Through assess view you can see where you have GDPR compliance gaps (e.g. data is not being processed in a country deemed ‘adequate’ by the EU) and take action in your business (e.g. review DPA with your processor and ask them to ensure your data is stored in a country where you have assurance there is sufficient Data Protection). Compliance is an ongoing process, and Trace® helps you embed Privacy by Design in your business and spot and tackle risks and gaps as they emerge.

What types of business can use Trace®?

It doesn’t matter what industry or sector you’re in, if you process personal data (so that’s most organisations!) you need to comply with the relevant Data Protection regulations and be a good custodians. Trace® can be used by many different types of business who want to make compliance as streamlined and easy as possible and demonstrate trust.

The GDPR is extra-territorial: use Trace® if you are in Europe and need to comply or if your organisation sells goods or services to European citizens. Trace® is designed for small or global organisations who want to practice and demonstrate compliance and data protection to build trust.

What browsers does Trace® work on?

We support the current version of each of these browsers:

  • Chrome (Windows and Mac)

  • Firefox (Windows and Mac)

  • Edge / Internet Explorer (Windows)

  • Safari (Mac)

If you encounter a problem, please drop us an email.

how do trace® keep compliance and data secure?

Your personal and business data are safe with us. Trace® has been created by Data Protection experts and our approach is always Privacy and Security by Design. When it comes to your payment data, all credit card transactions are processed using bank-level, PCI-compliant SSL encryption. We use carefully vetted partners like Stripe and Microsoft Azure who use best in class security systems. The content of your account and data map is entirely private unless you choose to share it via the export feature. For more on data security, see our Privacy Promise.

What is adequacy why does It matter?

Under the GDPR, transfers outside of the European Economic Area (EEA) to “adequate” countries are permitted and legal. Trace’s world data sovereignty map regularly tracks global Data Protection regulation, which helps you keep updated on factors such as adequacy to help you keep your data safe and legal. 
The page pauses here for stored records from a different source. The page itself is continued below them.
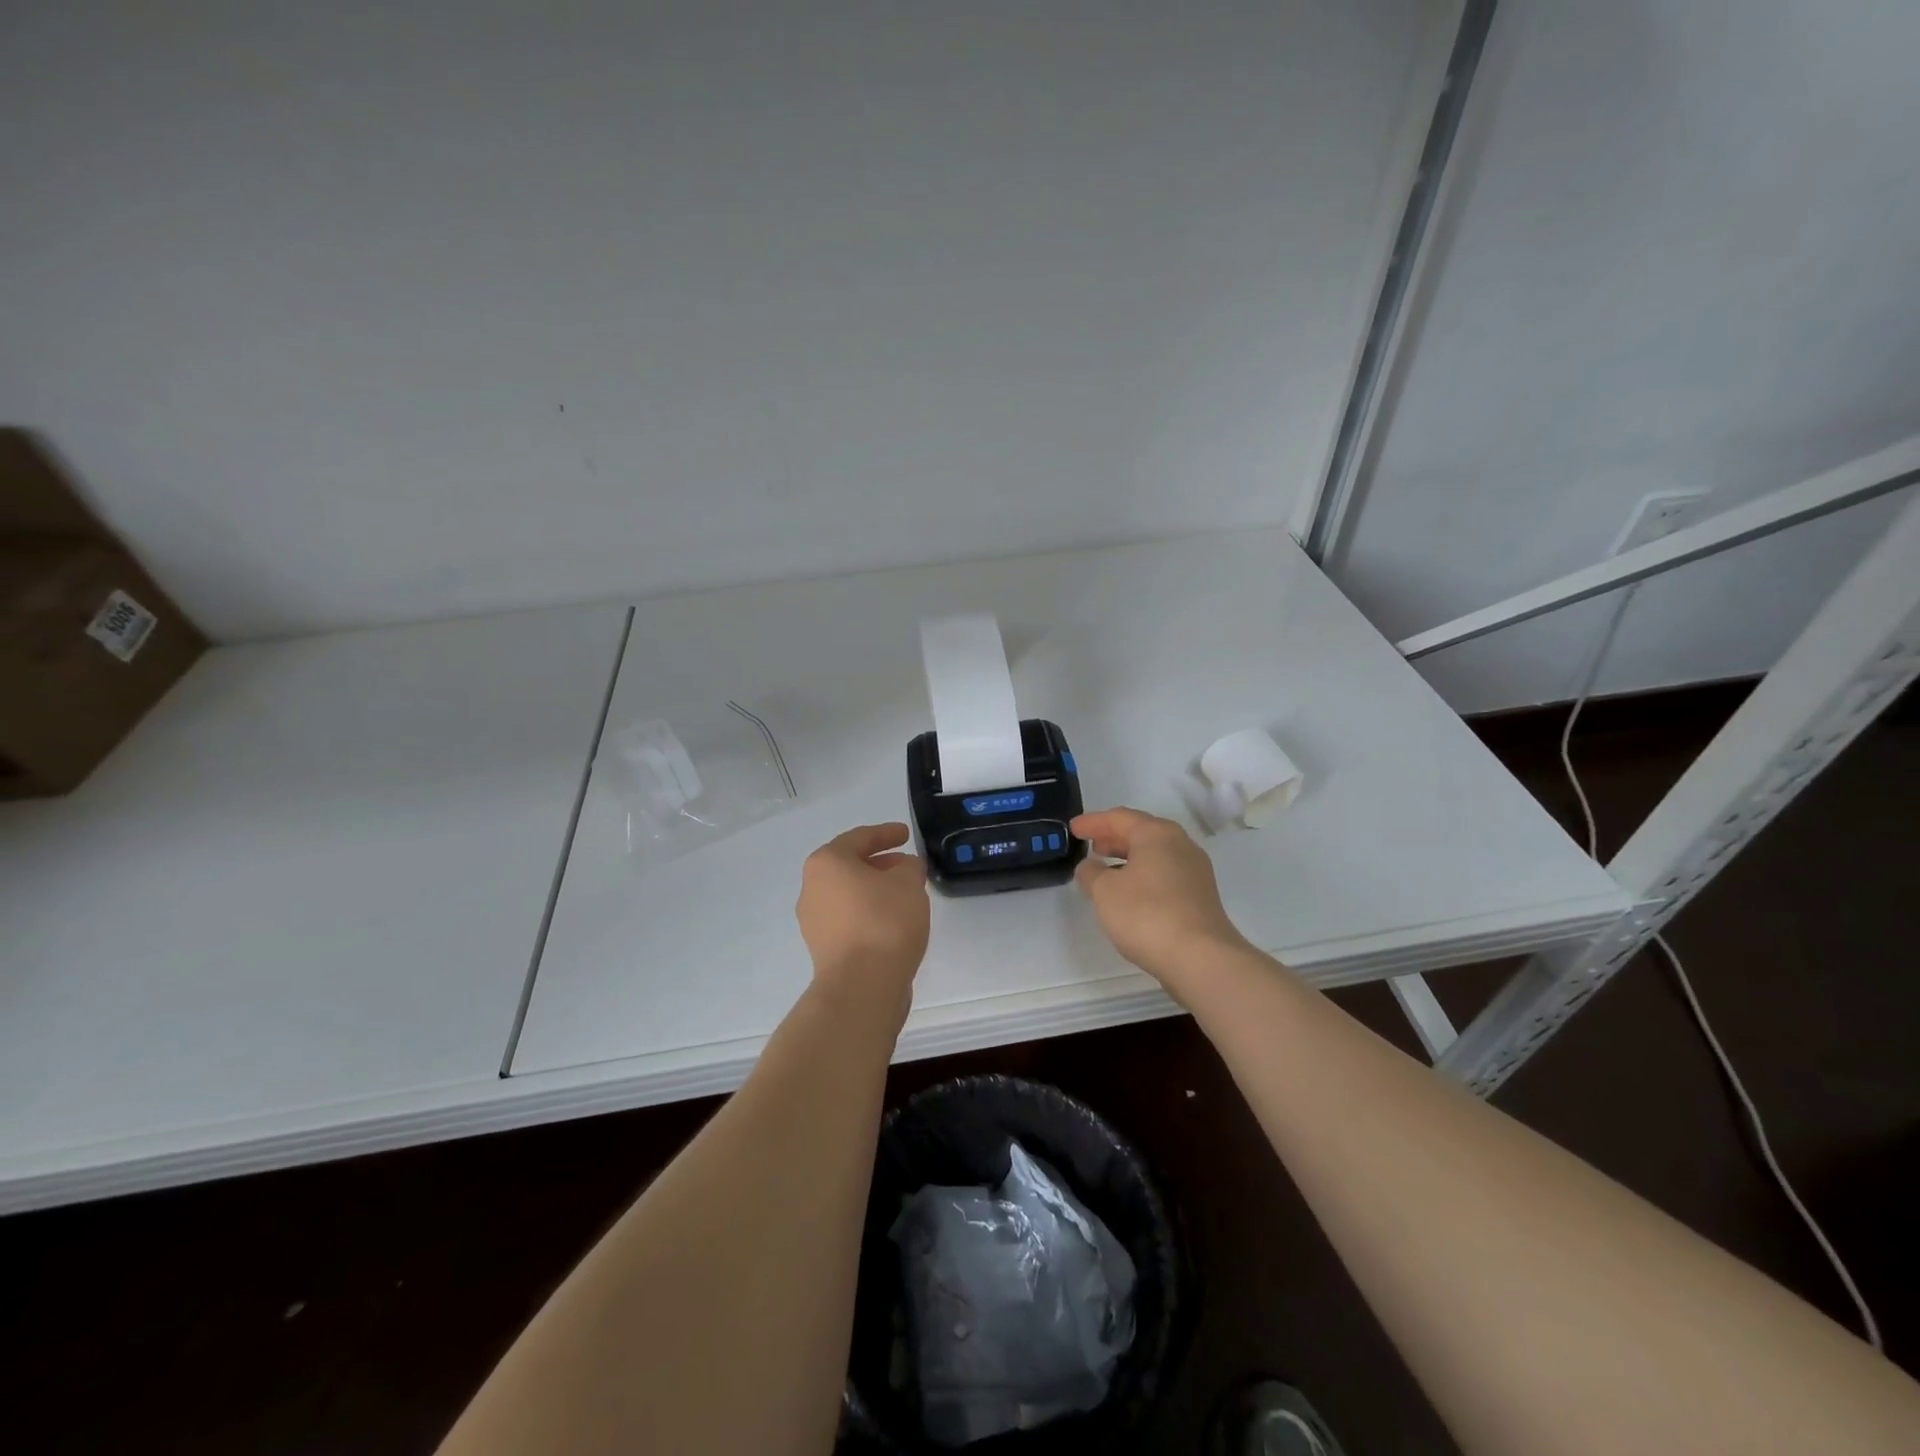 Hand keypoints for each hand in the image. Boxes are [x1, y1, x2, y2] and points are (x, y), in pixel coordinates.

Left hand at [796, 823, 930, 1016]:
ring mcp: (814, 922)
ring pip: (848, 895)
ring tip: (905, 895)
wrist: (862, 986)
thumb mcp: (909, 882)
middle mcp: (812, 888)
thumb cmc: (884, 921)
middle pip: (849, 867)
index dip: (886, 834)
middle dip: (880, 864)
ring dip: (874, 891)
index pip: (859, 838)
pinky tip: (894, 922)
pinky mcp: (823, 949)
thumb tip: (904, 868)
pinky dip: (869, 914)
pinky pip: (849, 920)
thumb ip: (910, 866)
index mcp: (827, 863)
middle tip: (907, 866)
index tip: (906, 835)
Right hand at [1072, 807, 1251, 997]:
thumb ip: (1091, 873)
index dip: (1093, 822)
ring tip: (1105, 870)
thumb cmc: (1146, 914)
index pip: (1119, 818)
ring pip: (1154, 855)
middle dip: (1113, 838)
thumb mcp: (1105, 891)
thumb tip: (1089, 866)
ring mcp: (1195, 871)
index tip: (1072, 829)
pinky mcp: (1200, 896)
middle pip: (1141, 833)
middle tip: (1090, 846)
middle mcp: (1181, 845)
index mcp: (1157, 834)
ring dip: (1128, 858)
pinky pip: (1164, 874)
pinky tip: (1129, 893)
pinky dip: (1143, 875)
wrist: (1200, 958)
How do I know if I am transferring data?

You might be transferring data international jurisdictions without realising the potential risk; for example, if you have a third party cloud service which host personal data (where you are the controller) cloud systems which have data centres in a different country from where your company is based.

This is where Trace’s data residency visualiser can help you see where data is being processed, and what that means to your compliance.

What if my data categories are in non adequate locations (on my Trace® global map)?

When it comes to ‘non adequate’ locations, international data transfers may only take place where organisations (e.g. your third parties) have taken appropriate safeguards to protect personal data, such as Binding Corporate Rules (BCRs) or Standard Contractual Clauses

So if your data categories are showing as being ‘resident’ in a non adequate location on the Trace® map (according to your inputs and answers when modelling your data with Trace®), you need to take action to ensure there are other safeguards in place, take expert advice or reconsider the location’s suitability as it impacts your risk, legal and GDPR compliance position.